Tuesday, November 26, 2013

Associations Note: Being 1st to Market Still Relevant


Quick:

  • Who was the second man on the moon? 
  • Who was runnerup to last year’s World Series? 
  • Who was the second person to fly non-stop, solo across the Atlantic?

We’ve been told for decades that it is important to be first to market with a product or service.

At the 2012 Content Marketing World Conference, Sam Sebastin, Google’ Director of B2B Markets, talked about the Zero Moment of Truth.

Rule #5: Be Fast!


Sam shared the case of two companies providing an app with free recipes.

Better Crocker launched its app first and quickly reached 81,800 users. Five months later, Kraft launched its recipe app (which Sam described as “better”) but reached only 9,900 users. 
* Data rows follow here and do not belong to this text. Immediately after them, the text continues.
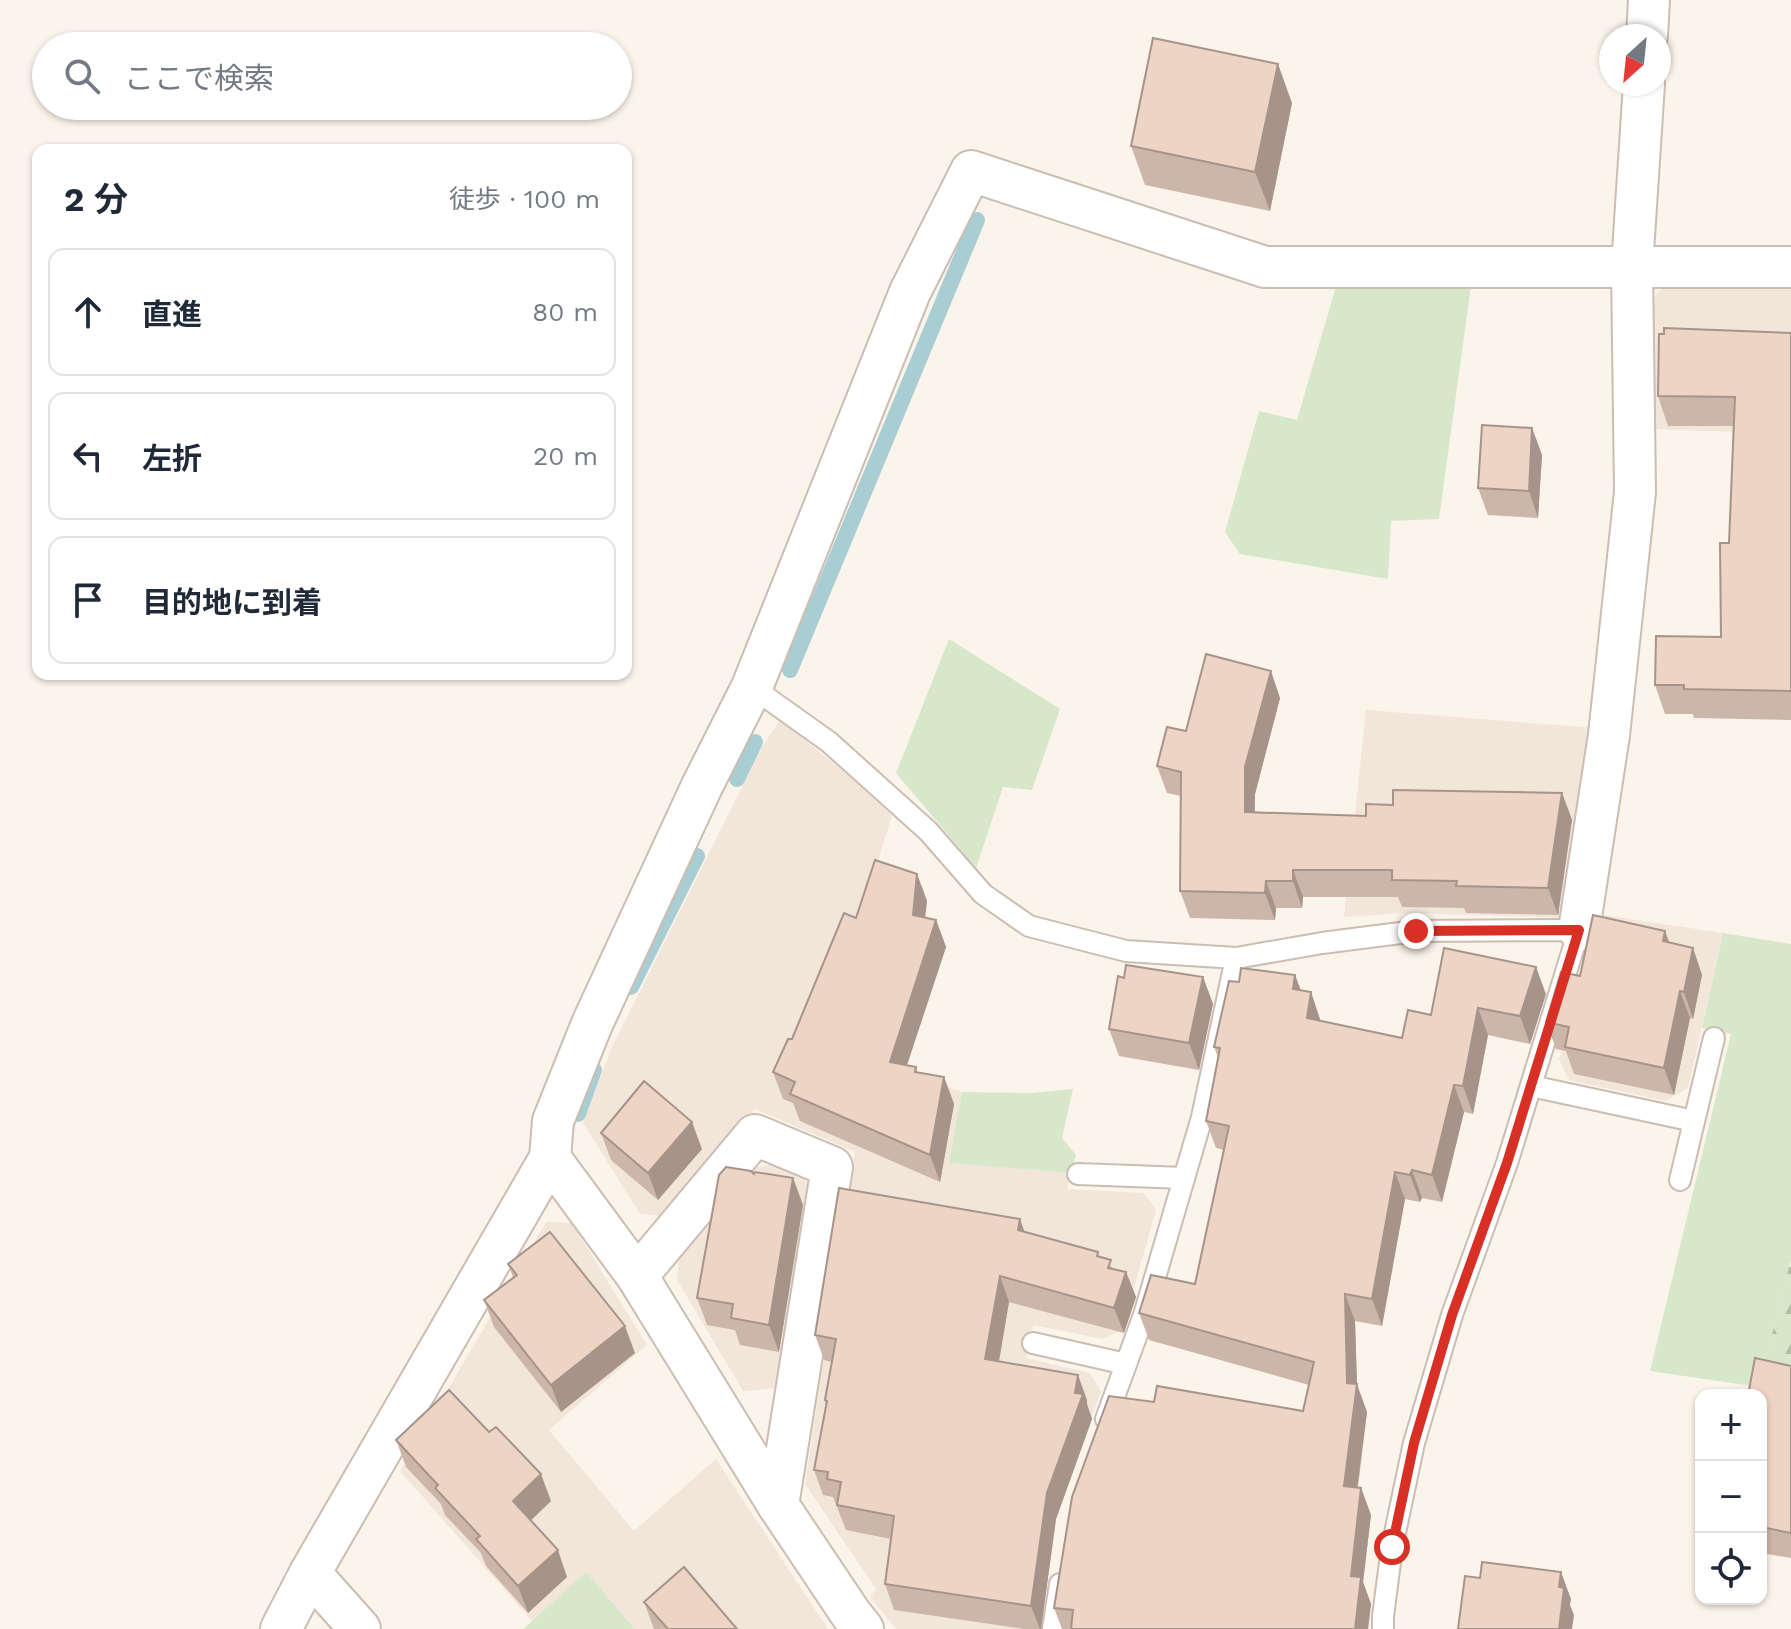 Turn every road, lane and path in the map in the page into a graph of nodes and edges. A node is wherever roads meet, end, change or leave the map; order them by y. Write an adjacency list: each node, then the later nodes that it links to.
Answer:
1 (1649, 0): 2 (street)
2 (1648, 24)
3 (1643, 96): 4 (street)
4 (1632, 267): 5 (street); 6 (street); 7 (street)
5 (1791, 267)
6 (752, 687): 8 (lane); 12 (street)
7 (1579, 930): 8 (lane); 10 (lane)
8 (1236, 958): 14 (lane)
9 (1714, 1038): 11 (lane)
10 (1531, 1086): 11 (lane); 27 (lane)
11 (1694, 1121): 15 (lane)
12 (550, 1158): 16 (street); 22 (street)
13 (1078, 1174): 14 (lane)
14 (1184, 1178): 18 (lane)
15 (1680, 1180)
16 (637, 1276): 20 (street); 20 (street)
17 (1033, 1343): 18 (lane)
18 (1126, 1364): 19 (lane)
19 (1100, 1435)
20 (778, 1505): 25 (street)
21 (1062, 1567): 26 (lane)
22 (310, 1573): 23 (street); 24 (street)
23 (281, 1629)
24 (360, 1629)
25 (863, 1629)
26 (1053, 1629)
27 (1383, 1629) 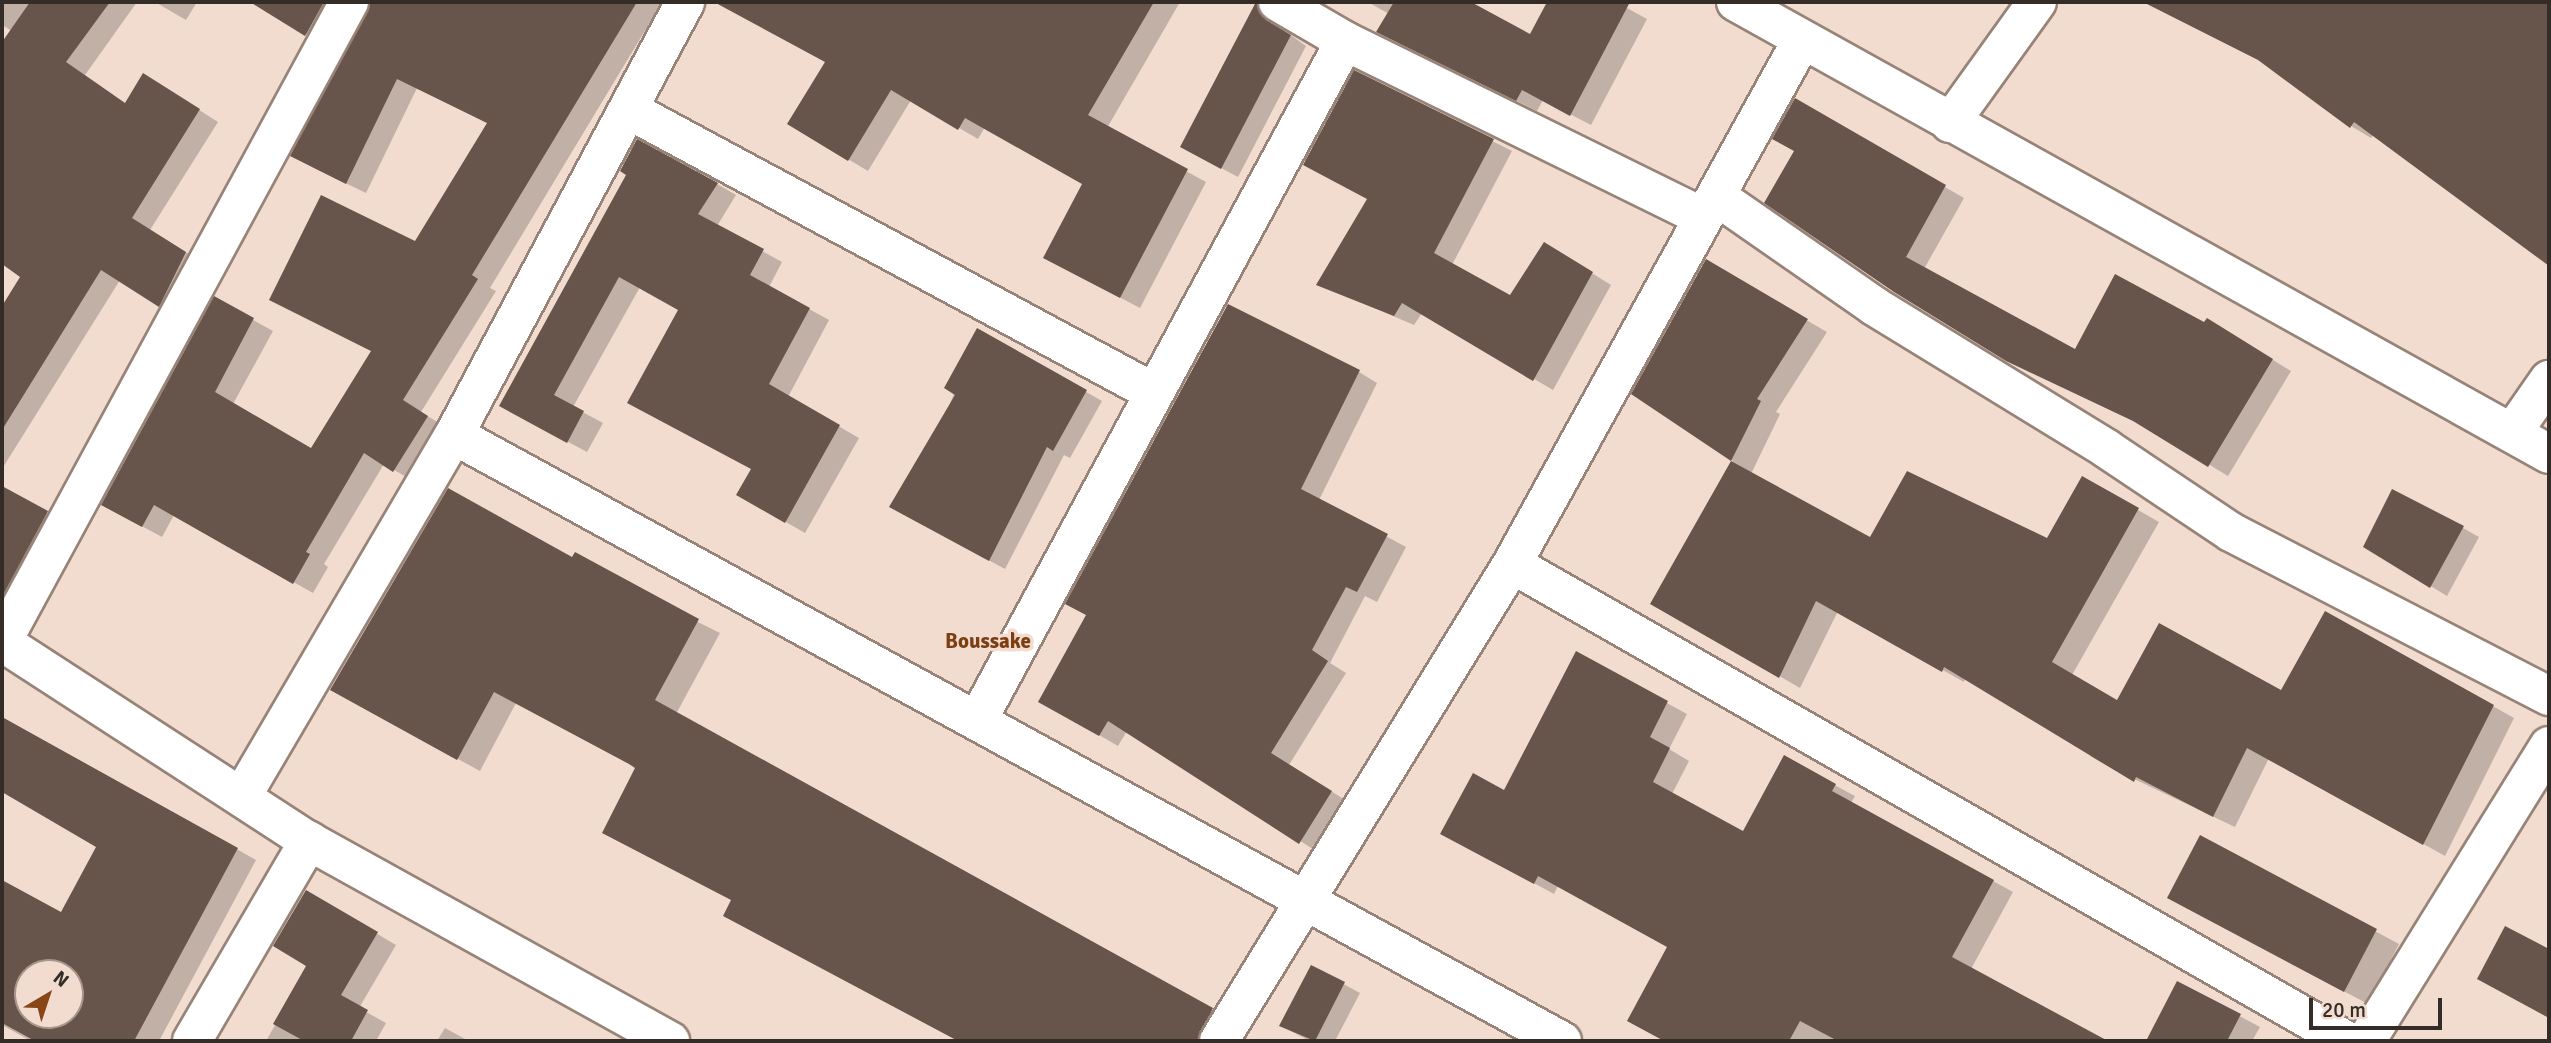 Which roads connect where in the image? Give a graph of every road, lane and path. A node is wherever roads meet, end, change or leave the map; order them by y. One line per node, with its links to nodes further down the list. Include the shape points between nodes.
1 (349, 2): 20 (street, via 2,642)
2 (685, 2): 8 (street)
3 (1278, 2): 7 (street)
4 (1736, 2): 6 (street)
5 (2037, 2): 9 (street)
6 (1802, 40): 9 (street); 10 (street)
7 (1345, 41): 10 (street); 12 (street)
8 (629, 110): 12 (street); 14 (street)
9 (1950, 123): 13 (street)
10 (1710, 206): 16 (street); 17 (street, via 2108,449 2231,532)
11 (2549, 380): 13 (street)
12 (1153, 392): 18 (street)
13 (2512, 433): 15 (street)
14 (454, 435): 18 (street); 20 (street)
15 (2549, 454)
16 (1512, 564): 22 (street); 27 (street)
17 (2549, 696)
18 (977, 722): 22 (street)
19 (2549, 746): 28 (street)
20 (242, 796): 21 (street)
21 (309, 841): 23 (street); 24 (street)
22 (1303, 900): 25 (street); 26 (street)
23 (192, 1041)
24 (670, 1041)
25 (1219, 1041)
26 (1562, 1041)
27 (2347, 1041)
28 (2366, 1041) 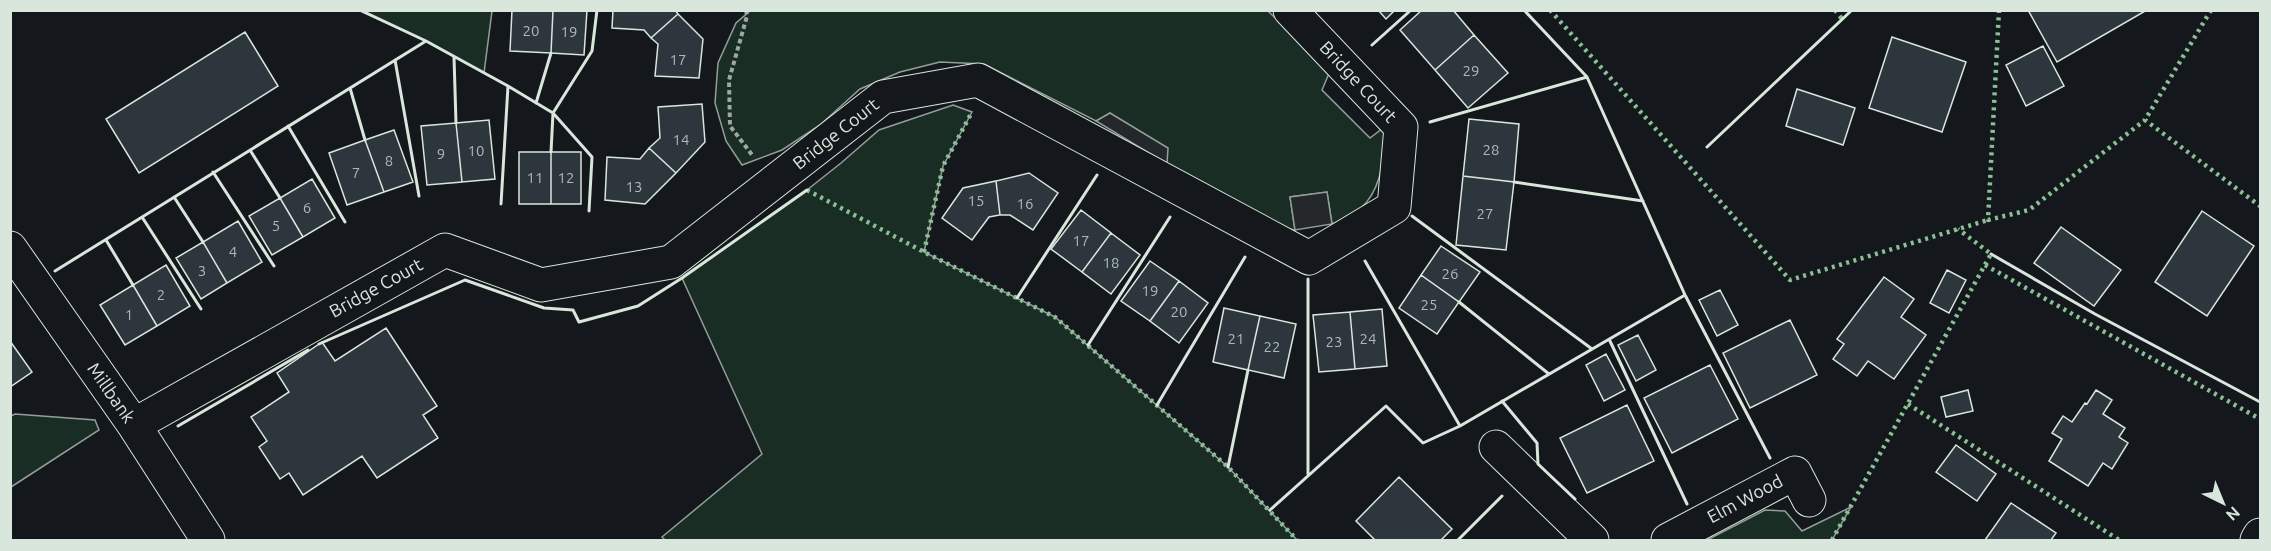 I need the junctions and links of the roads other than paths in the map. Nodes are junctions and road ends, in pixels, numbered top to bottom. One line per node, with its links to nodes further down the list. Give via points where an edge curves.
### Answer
1 (1290, 10): 3 (street, Bridge Court, via 1401,127 1394,207 1310,258 978,80 883,97 671,262 542,285 445,250)
2 (10, 248): 3 (street, Millbank)
3 (134, 425): 7 (street, Millbank)
4 (1496, 447): 8 (street)
5 (1809, 500): 9 (street, Elm Wood, via 1795,473)
6 (2260, 535): 10 (street)
7 (208, 540)
8 (1592, 540)
9 (1668, 540)
10 (2257, 540) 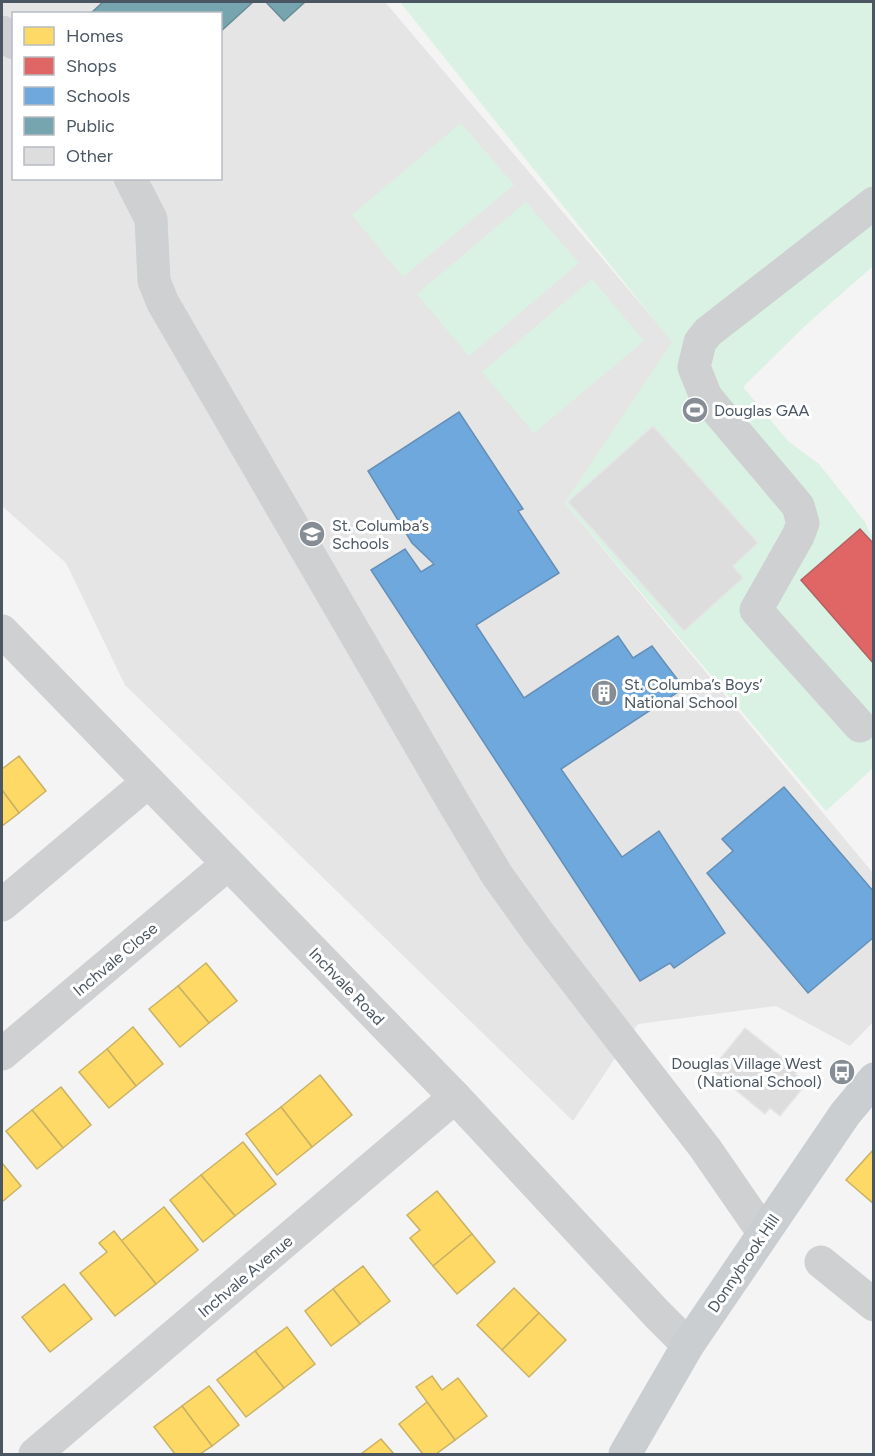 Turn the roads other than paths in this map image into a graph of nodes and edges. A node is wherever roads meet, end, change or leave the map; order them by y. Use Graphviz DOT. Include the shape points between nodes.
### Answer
graph roads {
  1 [pos="131,180"];
  2 [pos="873,203"];
  3 [pos="2,631"];
  4 [pos="860,726"];
  5 [pos="148,782"];
  6 [pos="228,864"];
  7 [pos="2,905"];
  8 [pos="2,1054"];
  9 [pos="873,1079"];
  10 [pos="455,1097"];
  11 [pos="763,1232"];
  12 [pos="821,1262"];
  13 [pos="873,1305"];
  14 [pos="688,1345"];
  15 [pos="35,1455"];
  16 [pos="625,1455"];
  1 -- 11 [label="street" via="152,219 154,281 172,322 467,826 540,935 705,1148"];
  2 -- 4 [label="street" via="708,332 700,342 694,367 706,397 798,506 803,523 756,610"];
  3 -- 5 [label="street, Inchvale Road"];
  5 -- 6 [label="street, Inchvale Road"];
  5 -- 7 [label="street"];
  6 -- 8 [label="street, Inchvale Close"];
  6 -- 10 [label="street, Inchvale Road"];
  9 -- 11 [label="main road, Donnybrook Hill"];
  10 -- 14 [label="street, Inchvale Road"];
  10 -- 15 [label="street, Inchvale Avenue"];
  11 -- 14 [label="main road, Donnybrook Hill"];
  12 -- 13 [label="street"];
  14 -- 16 [label="main road, Donnybrook Hill"];
}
Sam’s conclusion: by being first, Betty Crocker got 8 times more users that Kraft.

The Advantages of Being First  

In three experiments, when making quick choices, participants consistently preferred people (salespersons, teams, criminals on parole) or consumer goods presented first as opposed to similar offerings in second and sequential positions. The authors say their findings may have practical applications in a variety of settings including consumer marketing.

Dana R. Carney, assistant professor of management, University of California, Berkeley's Haas School of Business, says the "first is best" effect suggests that firsts are preferred even when completely unwarranted and irrational.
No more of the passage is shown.